Mais malgré toute la bonne foi dont il pourrait faire preuve à l’avenir, peut-être était-ce à elle de limiter les dégâts et protéger son coeur des prémisses révélatrices.

Elle ne voulait pas s’activer. Son humeur changeait aussi vite que les nuages. Mi-figue, mi-raisins, elle souhaitait lui faire part de ses craintes sans plus tarder et lui dire ses quatre vérités. Et l’instant d’après, la sensation de la peau sous ses draps lui donnait envie de se blottir contre lui. S’il elle avait pu, elle aurait claqué des doigts et il se serait retrouvé là, allongé. Ses petits seins nus disparaîtraient sous ses paumes chaudes et le galbe de ses fesses indiqueraient le désir. Ils prendraient le temps de s’éveiller ensemble, complices et tranquilles, sur fond de bossa nova.

L’amertume du café subsistait sur sa langue. Certes, ces pensées étaient bien agréables mais elle s’en voulu de ne pas pouvoir fermer son coeur. Elle savait que c’était une dérive possible vers une nouvelle blessure. Quand on ne peut se protéger, il s’agit de s’éloigner. Une déception croissait avant même d’avoir pu régler l’affaire. Son sort était réglé sans qu’il ait été consulté.

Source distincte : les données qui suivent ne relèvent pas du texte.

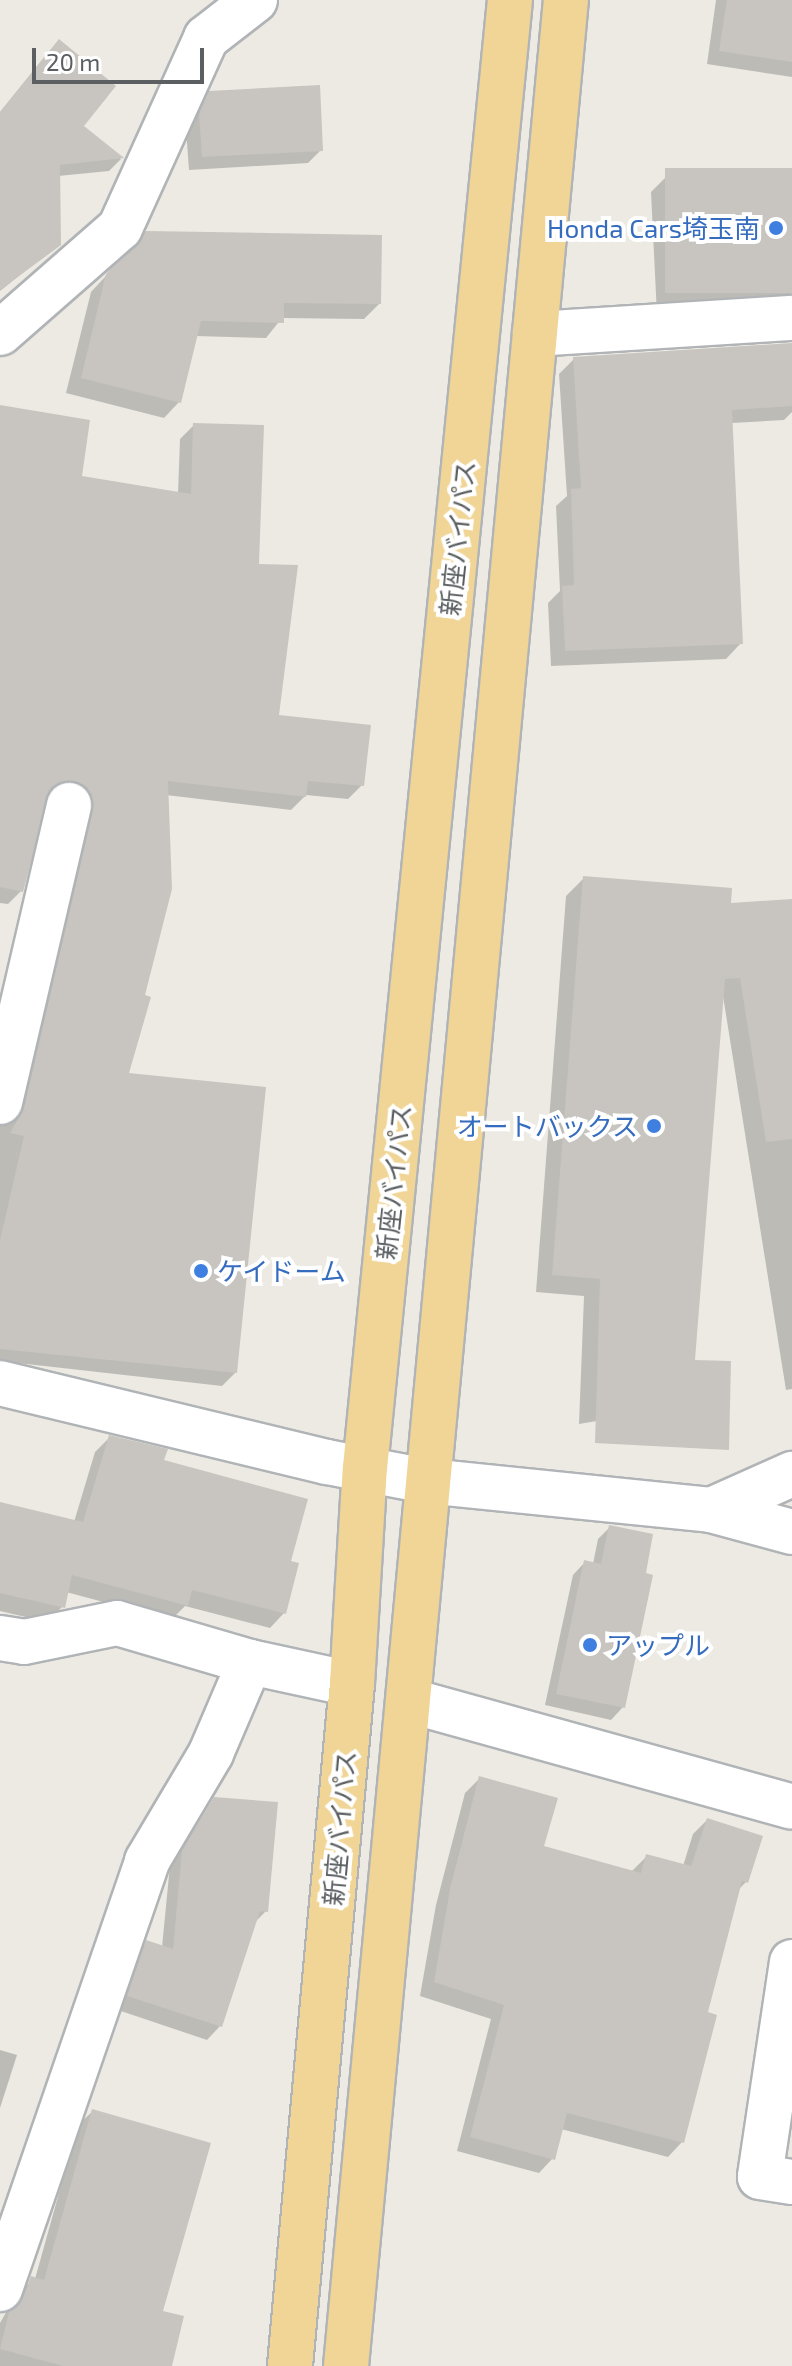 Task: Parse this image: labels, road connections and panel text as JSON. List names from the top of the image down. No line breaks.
{"streets":{"highway":["新座バイパス"]},"places":["Honda Cars埼玉南","オートバックス","ケイドーム","アップル"],"scale_bar":"20 m"}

Peut-on être à la fois tellement homme et encore enfant ?

Pour son plus grand malheur, elle l’aimait déjà. Lui, ses chiens, ses enfants, son passé. Elle acceptait le pack complet, et son amour s’étendait. C’était dangereux, elle le savait. Mais que pouvait-elle faire ? Se rappeler qu’elle était une chic fille. Que son avenir se profilait sous de bons auspices et que quiconque viendrait nuire à ses plans ferait mieux de dégager.

Je suis une perle dit-elle. J’attend qu’on me respecte. J’aime sans réserves et mon amour est grand. Si tu viens pour profiter de ça, passe ton chemin. Si tu viens pour me faire du bien, et grandir avec moi, alors tu seras comblé.

Partagée entre ces antagonismes, le coeur entre deux rives, elle regardait la danse des drapeaux de prières et bob dylan chantait sa ballade.

Son coeur souffrait beaucoup car l’amour était plus fort que ses raisons.

Elle demanda à l’univers, ses anges et ses gardiens de veiller sur elle. De faire en sorte, que l’homme indien agisse avec honneur, respect et intelligence. Elle avait l’aura d’une femme de chef.

Elle se souvint qu’il lui avait confié que c’était à lui et non pas à elle de se méfier. Loin d’être la proie dans la toile, il la dessinait comme une femelle alpha. Mouais, n’empêche, c’était un grand séducteur. Il avait reçu son pouvoir d’attraction des dragons et il se nourrissait d’amour et de vie. Elle ne voulait pas être comme toutes ces femmes belles et séduisantes. Elle serait forte.

Il lui avait répété qu’il sentait une connexion. Elle regarda les nuages et demanda au vent de souffler vers les péniches. Elle sourit. Elle espérait qu’il mûrissait ses intentions et se signalerait dès qu’il serait fixé sur son honnête conduite.

On ne joue pas avec moi. Que les choses soient claires. Les jeux et les masques sont fait pour les incertains. Que vive la congruence et maudis soient les destructeurs. Le pouvoir de l’amour est grand et démultiplie l’énergie au couleur de l’arc-en-ciel. Elle se leva, huma la lavande et entreprit de faire quelques salutations au soleil.